The new model is designed as a software component for developers building applications for radiology reporting and image-based workflows.


HOPPR has introduced its MC Chest Radiography Narrative Model, a vision language model designed to translate chest X-ray images into descriptive, structured text. According to a company announcement, the model is offered as a foundational software component that developers can integrate into their own applications to support radiology reporting and workflow solutions.

The model processes standard frontal and lateral chest X-rays, interpreting visual patterns to generate corresponding text. HOPPR notes that the model was trained on a large set of chest X-ray reports to cover a wide range of common patterns, and that it maintains records of training data to support traceability and downstream evaluation by developers. It also includes version control to ensure consistency across development and deployment.

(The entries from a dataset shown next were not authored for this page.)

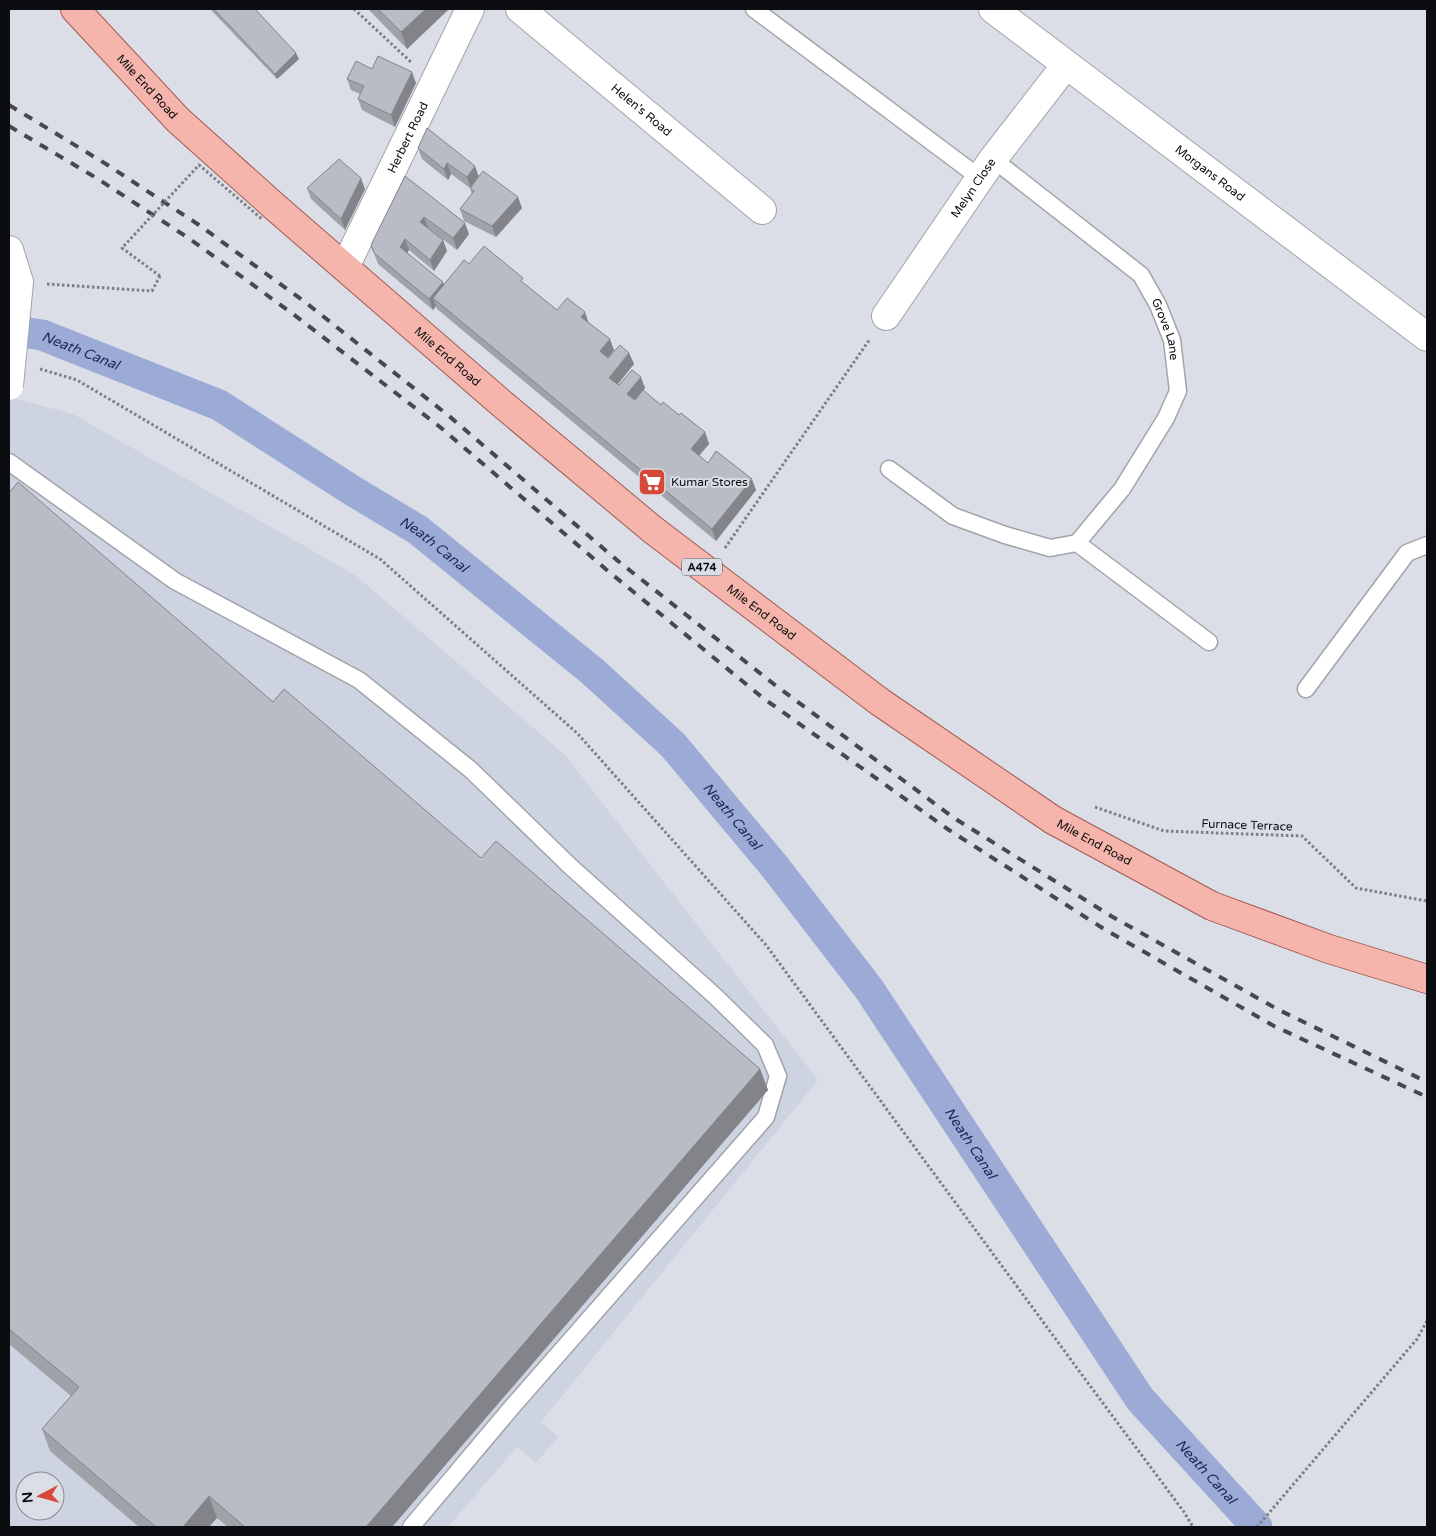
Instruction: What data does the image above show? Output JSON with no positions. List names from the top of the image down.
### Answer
{
  "streets": {
    "main road": ["Mile End Road", "A474"],
    "street": [
      "Helen's Road",
      "Herbert Road",
      "Morgans Road",
      "Melyn Close"
    ],
    "lane": ["Grove Lane"],
    "path": ["Furnace Terrace"]
  },
  "crossings": [
    ["Mile End Road", "Herbert Road"],
    ["Morgans Road", "Melyn Close"],
    ["Melyn Close", "Grove Lane"]
  ],
  "water": ["Neath Canal"],
  "places": {
    "supermarket": ["Kumar Stores"]
  },
  "north": "left"
}
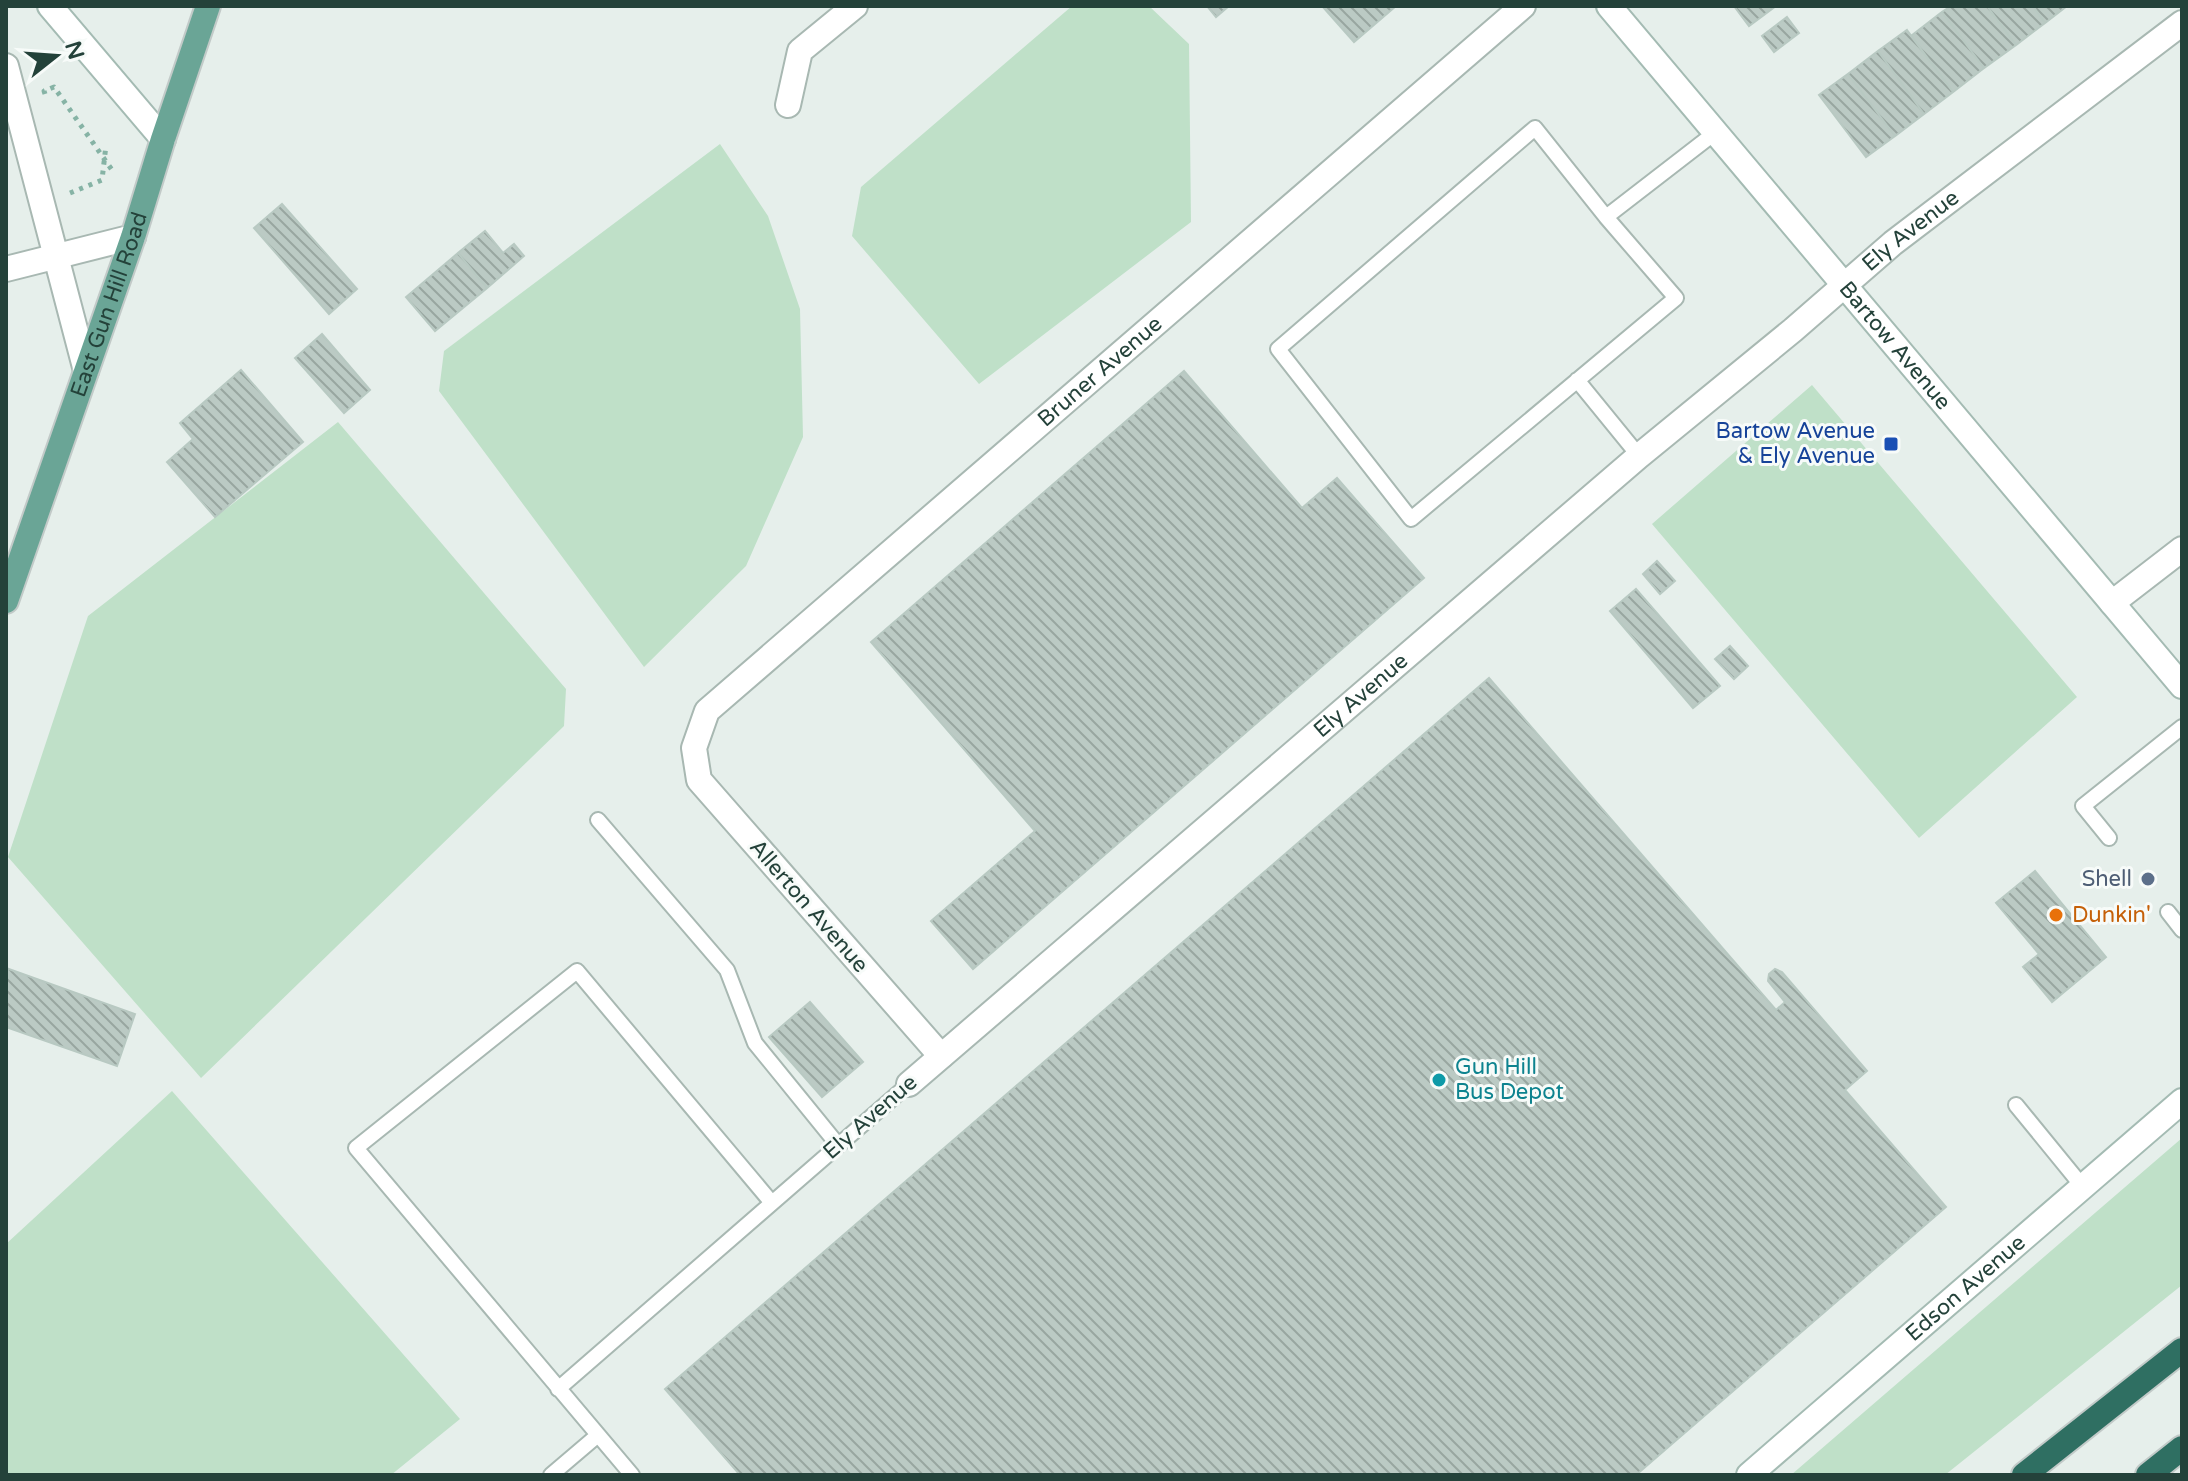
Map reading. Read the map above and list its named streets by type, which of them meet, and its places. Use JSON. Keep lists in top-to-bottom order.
{
  "streets": {
    "main road": ["East Gun Hill Road"],
    "street": [
      "Ely Avenue",
      "Bartow Avenue",
      "Bruner Avenue",
      "Allerton Avenue",
      "Edson Avenue"
    ]
  },
  "crossings": [
    ["Ely Avenue", "Bartow Avenue"],
    ["Ely Avenue", "Allerton Avenue"],
    ["Bruner Avenue", "Allerton Avenue"]
  ],
  "places": {
    "transit": ["Bartow Avenue & Ely Avenue"],
    "other": ["Shell", "Dunkin'", "Gun Hill Bus Depot"]
  },
  "north": "right"
}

“The industry is in an arms race where a state-of-the-art model or point solution is outdated in weeks,” says Khan Siddiqui, MD, co-founder and CEO of HOPPR, in a release. “What matters is flexible, underlying infrastructure that teams can adapt to their specific environment. This model is built with flexibility in mind: it’s a component that organizations can shape to their workflows and data with the traceability and validation behind it to support responsible deployment.”

The model is intended for organizations developing AI-powered radiology capabilities and is deployed with support from HOPPR’s Forward Deployed Services team. This approach allows organizations to evaluate and adapt the model for their specific use cases, workflows, and data environments, according to the company.

“We just gave medical images a voice,” says Roger Boodoo, MD, medical director of AI at HOPPR and a practicing radiologist, in a release. “For over a decade, AI gave us a second set of eyes but left us to do all the talking. By providing models that enable developers to build applications that translate images into natural language workflows, we’re reducing AI friction and giving radiologists their time back.”